The Columbus Checkers became the first professional hockey team in Columbus playing at the Ohio Expo Fairgrounds Coliseum. The Checkers, owned by the Schmeltzer brothers (Jerry, Ray and Larry), were part of the now defunct International Hockey League (IHL).
Their first game was an exhibition on October 12, 1966 against the Chicago Blackhawks, featuring future NHL Hall-of-Famers Bobby Hull and Stan Mikita. The game was almost cancelled due to poor ice conditions at the Coliseum. Hull and Mikita, citing safety reasons, initially threatened not to play, but ultimately relented playing just one period. It was a rather inauspicious way to introduce professional hockey to Columbus. The rocky start foreshadowed the franchise’s future instability.

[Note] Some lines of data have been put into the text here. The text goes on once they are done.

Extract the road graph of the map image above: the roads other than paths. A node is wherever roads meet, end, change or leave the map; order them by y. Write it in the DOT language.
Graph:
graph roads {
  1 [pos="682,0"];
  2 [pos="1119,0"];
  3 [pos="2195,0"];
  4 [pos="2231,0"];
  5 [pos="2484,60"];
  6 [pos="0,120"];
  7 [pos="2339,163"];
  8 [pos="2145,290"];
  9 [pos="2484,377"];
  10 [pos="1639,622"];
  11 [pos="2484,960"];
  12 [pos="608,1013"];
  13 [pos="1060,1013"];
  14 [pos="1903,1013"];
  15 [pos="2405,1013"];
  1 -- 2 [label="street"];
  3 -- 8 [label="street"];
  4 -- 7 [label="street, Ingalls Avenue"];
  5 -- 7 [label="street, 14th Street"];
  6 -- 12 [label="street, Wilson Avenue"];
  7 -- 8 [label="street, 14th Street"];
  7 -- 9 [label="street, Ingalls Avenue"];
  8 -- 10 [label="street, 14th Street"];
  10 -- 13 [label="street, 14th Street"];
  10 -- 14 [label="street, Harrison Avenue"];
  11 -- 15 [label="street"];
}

The Checkers were led by player/coach Moe Bartoli who led the team in scoring the inaugural season and forward Bert Fizzell. Fizzell established team records for goals (153), assists (245) and points (398) during his four seasons with the team.
Under Bartoli, the Checkers finished in last place with a 23-48-1 record during its inaugural season, but rebounded with a third place finish (32-30-10, 74 pts) in 1967-68, earning their first playoff berth. However, after a rift with ownership, Bartoli left the franchise.
Jack Turner took over as the team’s player/coach at the start of the 1968 season as Bartoli focused solely on playing. Under Turner, Columbus failed to make the playoffs finishing sixth place (26-37-9, 61 pts) in 1968-69 and last place in1969-70 (24-36-12, 60 pts).
The Columbus Checkers folded in the spring of 1970 due to low attendance.